▸ **YOUR ASSIGNMENT**: Please output every line of the material as it stands, without the pictures.

Segment Start: PROVIDED DATA

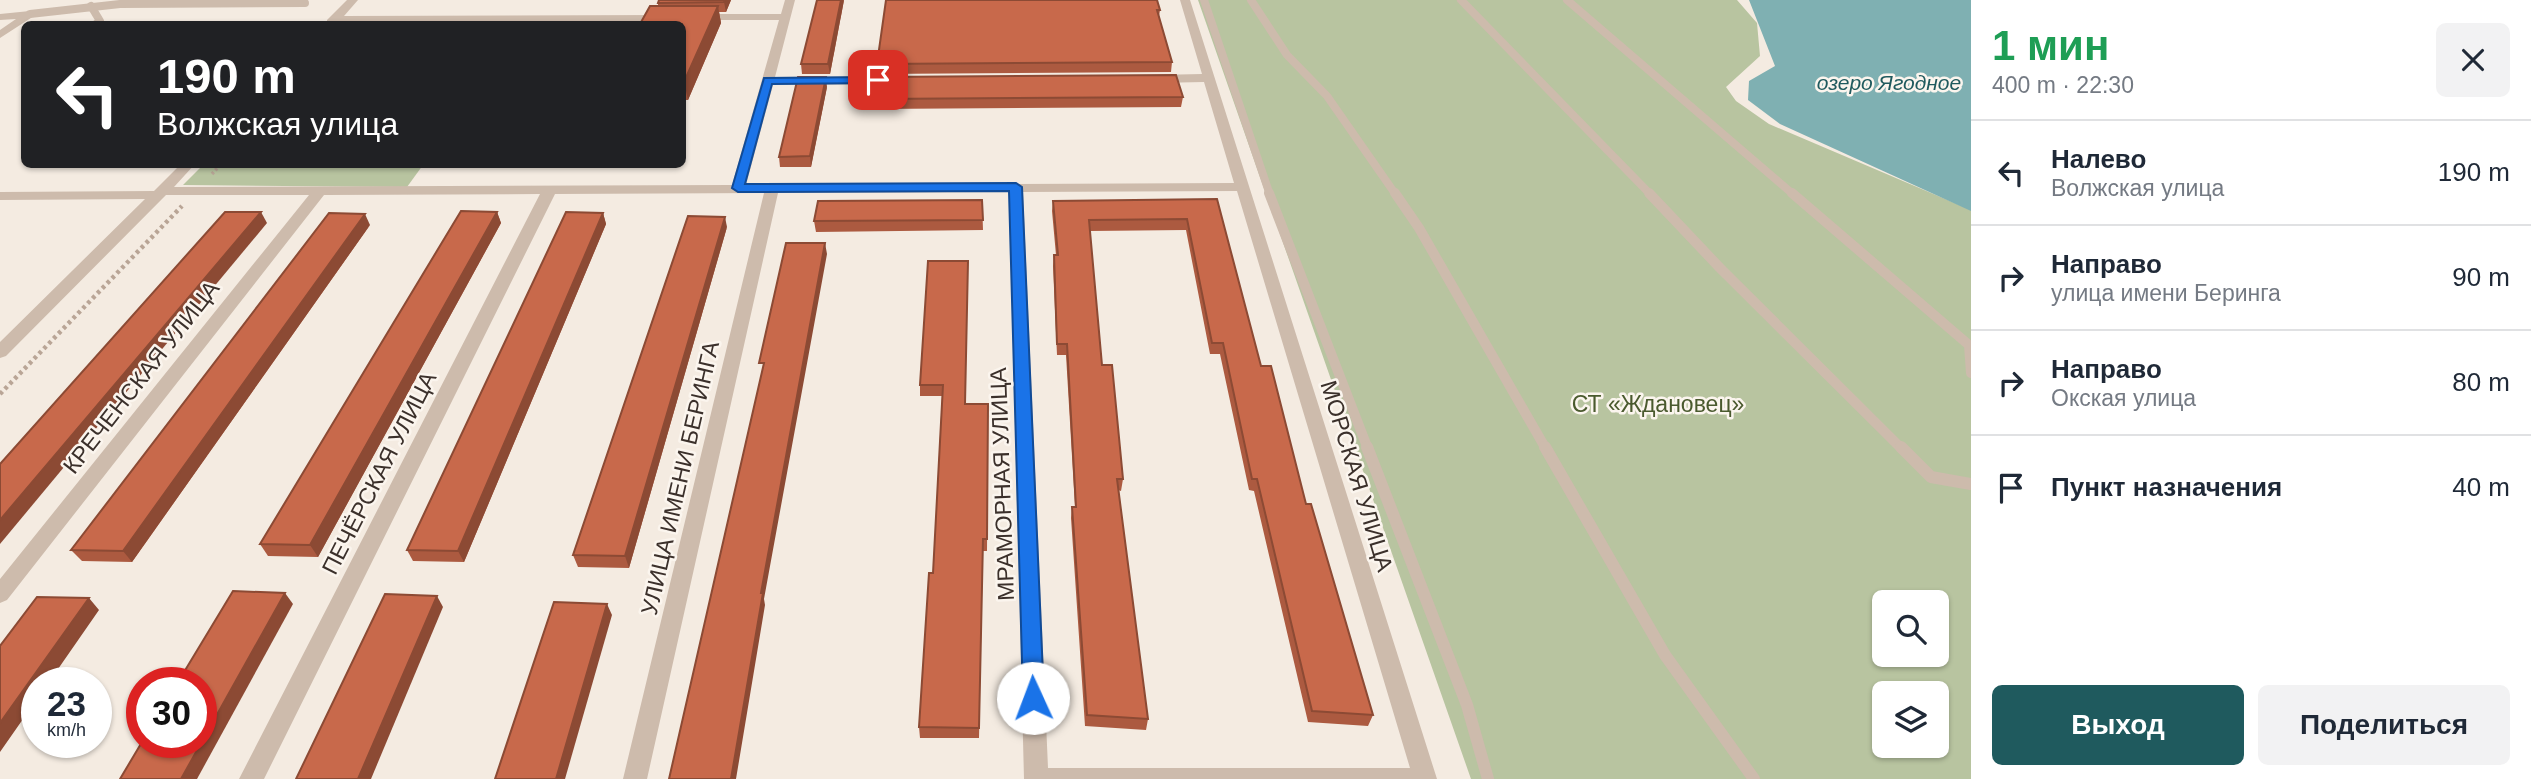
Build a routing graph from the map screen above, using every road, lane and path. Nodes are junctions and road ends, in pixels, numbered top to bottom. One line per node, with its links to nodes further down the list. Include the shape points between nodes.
1 (353, 0): 16 (street)
2 (790, 0): 11 (street)
3 (1185, 0): 19 (street, МОРСКАЯ УЛИЦА)
4 (1204, 0): 43 (lane, via 1256,160 1467,705)
5 (1251, 0): 44 (lane, via 1287,54 1327,96 1419,228 1665,655)
6 (1461, 0): 37 (lane, via 1720,268 1931,477)
7 (1567, 0): 35 (lane, via 1969,345)
8 (305, 3): 9 (lane)
9 (91, 6): 10 (lane); 15 (lane)
10 (30, 15): 12 (street); 18 (street)
11 (785, 17): 14 (street); 22 (street)
12 (0, 18)
13 (675, 18): 17 (street)
14 (689, 18)
15 (100, 21)
16 (333, 21)
17 (418, 21)
18 (0, 35)
19 (1208, 78): 20 (street); 26 (street, МОРСКАЯ УЛИЦА)
20 (1139, 79)
21 (905, 80): 22 (street)
22 (768, 81): 27 (street)
23 (184, 168): 32 (street)
24 (217, 168): 31 (path)
25 (1016, 187): 26 (street); 28 (street); 41 (street, МРАМОРНАЯ УЛИЦА)
26 (1242, 187): 42 (street, МОРСКАЯ УЛИЦА)
27 (738, 188): 28 (street); 29 (street)
28 (772, 188): 40 (street, УЛИЦА ИМЕНИ БЕРИНГА)
29 (550, 189): 30 (street); 39 (street, ПЕЧЁРСКАЯ УЛИЦА)
30 (320, 190): 31 (street); 38 (street, КРЕЧЕНСКАЯ УЛИЦА)
31 (196, 191): 32 (street); 36 (path)
32 (160, 193): 33 (street); 34 (street)
33 (0, 196)
34 (1, 349)
35 (1971, 373)
36 (0, 394)
37 (1971, 484)
38 (0, 594)
39 (251, 779)
40 (635, 779)
41 (1036, 779): 42 (street)
42 (1425, 779)
43 (1488, 779)
44 (1754, 779)

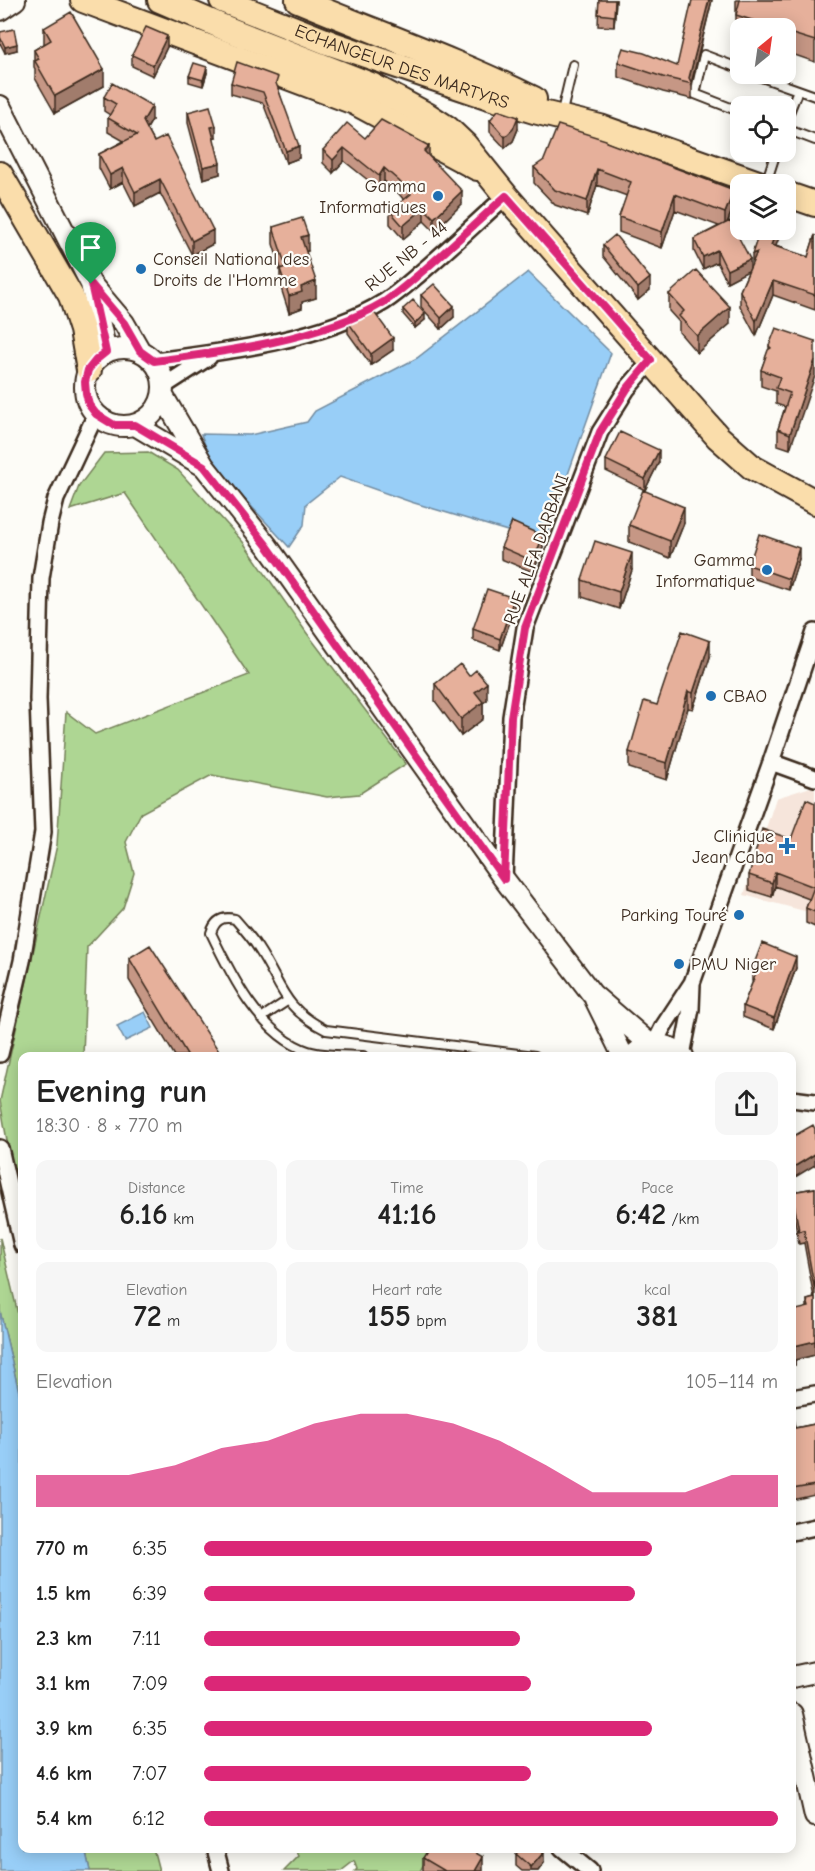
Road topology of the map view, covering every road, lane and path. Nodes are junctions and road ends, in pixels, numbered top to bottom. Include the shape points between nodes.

Segment End: PROVIDED DATA

▸ **EXERCISE OUTPUT**:
Build a routing graph from the map screen above, using every road, lane and path. Nodes are junctions and road ends, in pixels, numbered top to bottom. One line per node, with its links to nodes further down the list. Include the shape points between nodes.
1 (353, 0): 16 (street)
2 (790, 0): 11 (street)
3 (1185, 0): 19 (street, МОРСКАЯ УЛИЦА)
4 (1204, 0): 43 (lane, via 1256,160 1467,705)
5 (1251, 0): 44 (lane, via 1287,54 1327,96 1419,228 1665,655)
6 (1461, 0): 37 (lane, via 1720,268 1931,477)
7 (1567, 0): 35 (lane, via 1969,345)
8 (305, 3): 9 (lane)
9 (91, 6): 10 (lane); 15 (lane)
10 (30, 15): 12 (street); 18 (street)
11 (785, 17): 14 (street); 22 (street)
12 (0, 18)
13 (675, 18): 17 (street)
14 (689, 18)
15 (100, 21)
16 (333, 21)
17 (418, 21)
18 (0, 35)
19 (1208, 78): 20 (street); 26 (street, МОРСКАЯ УЛИЦА)
20 (1139, 79)
21 (905, 80): 22 (street)
22 (768, 81): 27 (street)
23 (184, 168): 32 (street)
24 (217, 168): 31 (path)
25 (1016, 187): 26 (street); 28 (street); 41 (street, МРАМОРНАЯ УЛИЦА)
26 (1242, 187): 42 (street, МОРСКАЯ УЛИЦА)
27 (738, 188): 28 (street); 29 (street)
28 (772, 188): 40 (street, УЛИЦА ИМЕНИ БЕРИНГА)
29 (550, 189): 30 (street); 39 (street, ПЕЧЁРСКАЯ УЛИЦА)
30 (320, 190): 31 (street); 38 (street, КРЕЧЕНСКАЯ УЛИЦА)
31 (196, 191): 32 (street); 36 (path)
32 (160, 193): 33 (street); 34 (street)
33 (0, 196)
34 (1, 349)
35 (1971, 373)
36 (0, 394)
37 (1971, 484)
38 (0, 594)
39 (251, 779)
40 (635, 779)
41 (1036, 779): 42 (street)
42 (1425, 779)
43 (1488, 779)
44 (1754, 779)

Road topology of the map view, covering every road, lane and path. Nodes are junctions and road ends, in pixels, numbered top to bottom. Include the shape points between nodes.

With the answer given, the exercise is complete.